#### Excerpts from a dataset

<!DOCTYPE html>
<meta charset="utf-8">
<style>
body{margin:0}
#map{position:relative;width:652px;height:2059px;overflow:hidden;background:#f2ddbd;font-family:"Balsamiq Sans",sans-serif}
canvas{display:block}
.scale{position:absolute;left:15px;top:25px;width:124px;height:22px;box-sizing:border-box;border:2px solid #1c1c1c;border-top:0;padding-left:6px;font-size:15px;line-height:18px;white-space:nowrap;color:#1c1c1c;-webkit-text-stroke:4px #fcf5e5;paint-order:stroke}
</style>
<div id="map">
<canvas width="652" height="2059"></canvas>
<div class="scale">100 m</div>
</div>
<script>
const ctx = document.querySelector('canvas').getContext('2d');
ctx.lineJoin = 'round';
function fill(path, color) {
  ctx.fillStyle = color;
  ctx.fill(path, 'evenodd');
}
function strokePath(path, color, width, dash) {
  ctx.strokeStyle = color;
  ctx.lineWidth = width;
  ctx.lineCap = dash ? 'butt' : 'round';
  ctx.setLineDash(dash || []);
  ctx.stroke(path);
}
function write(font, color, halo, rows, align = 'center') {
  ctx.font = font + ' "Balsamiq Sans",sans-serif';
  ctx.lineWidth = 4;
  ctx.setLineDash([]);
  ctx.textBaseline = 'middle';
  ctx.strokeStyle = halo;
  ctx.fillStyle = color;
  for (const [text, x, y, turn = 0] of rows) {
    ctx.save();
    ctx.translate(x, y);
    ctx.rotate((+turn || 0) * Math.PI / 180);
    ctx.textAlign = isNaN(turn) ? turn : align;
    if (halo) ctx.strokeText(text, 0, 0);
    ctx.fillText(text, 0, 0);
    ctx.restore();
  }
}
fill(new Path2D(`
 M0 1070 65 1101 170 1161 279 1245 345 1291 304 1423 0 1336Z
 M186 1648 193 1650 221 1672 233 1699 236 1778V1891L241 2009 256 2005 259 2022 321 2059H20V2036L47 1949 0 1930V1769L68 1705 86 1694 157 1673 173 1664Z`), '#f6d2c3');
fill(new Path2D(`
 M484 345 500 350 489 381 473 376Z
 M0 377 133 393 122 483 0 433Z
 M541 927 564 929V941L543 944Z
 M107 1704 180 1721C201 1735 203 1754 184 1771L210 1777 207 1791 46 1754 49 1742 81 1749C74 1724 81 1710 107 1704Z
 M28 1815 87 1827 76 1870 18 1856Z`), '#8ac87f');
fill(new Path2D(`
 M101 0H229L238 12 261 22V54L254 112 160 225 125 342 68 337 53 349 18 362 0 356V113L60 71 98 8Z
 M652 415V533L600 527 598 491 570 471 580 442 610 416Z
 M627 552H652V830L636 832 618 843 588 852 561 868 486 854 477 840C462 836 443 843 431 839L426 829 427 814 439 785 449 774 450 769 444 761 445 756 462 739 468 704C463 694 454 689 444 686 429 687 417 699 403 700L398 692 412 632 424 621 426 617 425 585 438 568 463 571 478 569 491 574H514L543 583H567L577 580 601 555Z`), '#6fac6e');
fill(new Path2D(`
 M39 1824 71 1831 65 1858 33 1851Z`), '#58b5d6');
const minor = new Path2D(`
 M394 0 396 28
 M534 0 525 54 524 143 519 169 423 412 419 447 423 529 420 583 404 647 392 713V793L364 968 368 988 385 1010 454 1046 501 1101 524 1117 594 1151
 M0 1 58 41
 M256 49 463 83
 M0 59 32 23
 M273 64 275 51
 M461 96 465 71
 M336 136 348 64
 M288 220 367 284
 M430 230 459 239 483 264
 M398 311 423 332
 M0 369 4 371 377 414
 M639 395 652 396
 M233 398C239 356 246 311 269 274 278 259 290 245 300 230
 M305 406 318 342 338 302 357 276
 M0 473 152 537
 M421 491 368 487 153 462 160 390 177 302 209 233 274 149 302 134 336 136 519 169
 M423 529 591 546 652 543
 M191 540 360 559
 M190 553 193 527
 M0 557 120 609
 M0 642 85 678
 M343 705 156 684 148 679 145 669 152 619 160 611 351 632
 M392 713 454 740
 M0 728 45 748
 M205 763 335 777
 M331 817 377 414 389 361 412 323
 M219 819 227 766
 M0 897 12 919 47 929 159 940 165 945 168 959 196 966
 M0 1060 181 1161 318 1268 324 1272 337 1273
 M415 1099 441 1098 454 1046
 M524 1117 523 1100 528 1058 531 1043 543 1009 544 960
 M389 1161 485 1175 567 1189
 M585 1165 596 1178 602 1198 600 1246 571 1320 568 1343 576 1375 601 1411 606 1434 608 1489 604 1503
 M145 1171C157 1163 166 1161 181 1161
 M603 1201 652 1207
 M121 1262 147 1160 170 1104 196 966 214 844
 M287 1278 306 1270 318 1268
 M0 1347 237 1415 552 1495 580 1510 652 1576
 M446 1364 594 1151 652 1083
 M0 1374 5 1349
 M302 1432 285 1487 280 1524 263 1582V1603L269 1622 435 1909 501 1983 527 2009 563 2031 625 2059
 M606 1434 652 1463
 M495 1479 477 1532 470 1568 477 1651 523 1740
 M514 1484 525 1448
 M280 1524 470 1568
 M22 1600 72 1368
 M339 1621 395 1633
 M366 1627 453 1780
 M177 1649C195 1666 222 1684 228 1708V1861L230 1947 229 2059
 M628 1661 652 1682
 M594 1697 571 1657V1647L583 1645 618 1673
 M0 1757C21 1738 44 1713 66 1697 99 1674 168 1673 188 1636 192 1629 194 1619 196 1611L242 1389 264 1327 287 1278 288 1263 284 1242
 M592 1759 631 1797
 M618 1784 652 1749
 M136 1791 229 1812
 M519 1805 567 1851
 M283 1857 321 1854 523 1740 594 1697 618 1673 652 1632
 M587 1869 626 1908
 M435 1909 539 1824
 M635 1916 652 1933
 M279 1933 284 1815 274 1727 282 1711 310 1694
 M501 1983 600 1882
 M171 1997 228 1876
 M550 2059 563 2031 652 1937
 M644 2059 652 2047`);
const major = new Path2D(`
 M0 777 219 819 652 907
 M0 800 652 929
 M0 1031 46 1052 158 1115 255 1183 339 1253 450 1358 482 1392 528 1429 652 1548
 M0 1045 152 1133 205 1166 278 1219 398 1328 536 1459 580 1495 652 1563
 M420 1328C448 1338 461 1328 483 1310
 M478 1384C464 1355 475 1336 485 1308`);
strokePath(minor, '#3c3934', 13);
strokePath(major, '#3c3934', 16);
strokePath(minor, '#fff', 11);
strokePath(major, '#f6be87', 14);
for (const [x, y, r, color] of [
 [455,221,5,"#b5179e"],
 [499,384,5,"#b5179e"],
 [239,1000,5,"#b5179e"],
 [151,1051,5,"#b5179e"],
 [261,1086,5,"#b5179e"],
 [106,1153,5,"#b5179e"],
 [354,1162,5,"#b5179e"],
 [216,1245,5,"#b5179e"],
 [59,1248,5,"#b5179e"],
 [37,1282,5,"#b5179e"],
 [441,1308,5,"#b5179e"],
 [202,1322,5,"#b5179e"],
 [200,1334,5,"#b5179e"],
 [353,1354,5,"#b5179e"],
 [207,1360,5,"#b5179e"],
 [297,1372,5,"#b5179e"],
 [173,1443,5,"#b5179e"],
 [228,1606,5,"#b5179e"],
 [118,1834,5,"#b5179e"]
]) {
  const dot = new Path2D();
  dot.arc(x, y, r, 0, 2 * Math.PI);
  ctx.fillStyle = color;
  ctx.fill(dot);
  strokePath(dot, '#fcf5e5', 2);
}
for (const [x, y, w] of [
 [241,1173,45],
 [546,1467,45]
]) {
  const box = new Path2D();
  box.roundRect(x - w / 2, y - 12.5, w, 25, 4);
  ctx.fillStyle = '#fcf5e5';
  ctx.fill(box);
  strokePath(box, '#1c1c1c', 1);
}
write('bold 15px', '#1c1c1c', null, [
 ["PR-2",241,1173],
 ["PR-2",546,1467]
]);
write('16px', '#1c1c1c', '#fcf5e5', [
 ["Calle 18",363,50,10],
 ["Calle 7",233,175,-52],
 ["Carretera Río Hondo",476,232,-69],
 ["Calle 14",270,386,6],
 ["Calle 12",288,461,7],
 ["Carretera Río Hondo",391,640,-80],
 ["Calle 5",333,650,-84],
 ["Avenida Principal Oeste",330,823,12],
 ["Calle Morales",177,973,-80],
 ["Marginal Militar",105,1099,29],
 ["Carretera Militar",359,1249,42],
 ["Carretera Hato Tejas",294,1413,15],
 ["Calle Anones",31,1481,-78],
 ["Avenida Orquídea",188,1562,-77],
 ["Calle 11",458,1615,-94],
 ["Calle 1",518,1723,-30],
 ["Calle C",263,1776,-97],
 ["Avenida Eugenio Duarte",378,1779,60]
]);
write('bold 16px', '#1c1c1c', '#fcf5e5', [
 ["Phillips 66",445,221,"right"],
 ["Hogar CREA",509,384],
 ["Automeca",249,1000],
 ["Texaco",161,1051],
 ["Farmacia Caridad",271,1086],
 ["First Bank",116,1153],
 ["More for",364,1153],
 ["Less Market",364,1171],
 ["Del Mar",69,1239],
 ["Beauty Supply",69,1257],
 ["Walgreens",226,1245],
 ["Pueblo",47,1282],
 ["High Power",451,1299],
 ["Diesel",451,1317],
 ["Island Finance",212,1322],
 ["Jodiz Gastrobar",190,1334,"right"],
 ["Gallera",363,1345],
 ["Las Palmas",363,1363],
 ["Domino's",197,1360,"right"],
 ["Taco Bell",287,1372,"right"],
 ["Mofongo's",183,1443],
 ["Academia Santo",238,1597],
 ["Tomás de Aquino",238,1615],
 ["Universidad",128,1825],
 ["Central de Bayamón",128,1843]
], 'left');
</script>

#### Task item
An exact copy of the lines above between the line holding "ctx.lineCap = dash ? 'butt' : 'round';" and the line holding "M0 1070 65 1101", inclusive, is the whole answer.

#### Solution to this exercise
  ctx.lineCap = dash ? 'butt' : 'round';
  ctx.setLineDash(dash || []);
  ctx.stroke(path);
}
function write(font, color, halo, rows, align = 'center') {
  ctx.font = font + ' "Balsamiq Sans",sans-serif';
  ctx.lineWidth = 4;
  ctx.setLineDash([]);
  ctx.textBaseline = 'middle';
  ctx.strokeStyle = halo;
  ctx.fillStyle = color;
  for (const [text, x, y, turn = 0] of rows) {
    ctx.save();
    ctx.translate(x, y);
    ctx.rotate((+turn || 0) * Math.PI / 180);
    ctx.textAlign = isNaN(turn) ? turn : align;
    if (halo) ctx.strokeText(text, 0, 0);
    ctx.fillText(text, 0, 0);
    ctx.restore();
  }
}
fill(new Path2D(`
 M0 1070 65 1101 170 1161 279 1245 345 1291 304 1423 0 1336Z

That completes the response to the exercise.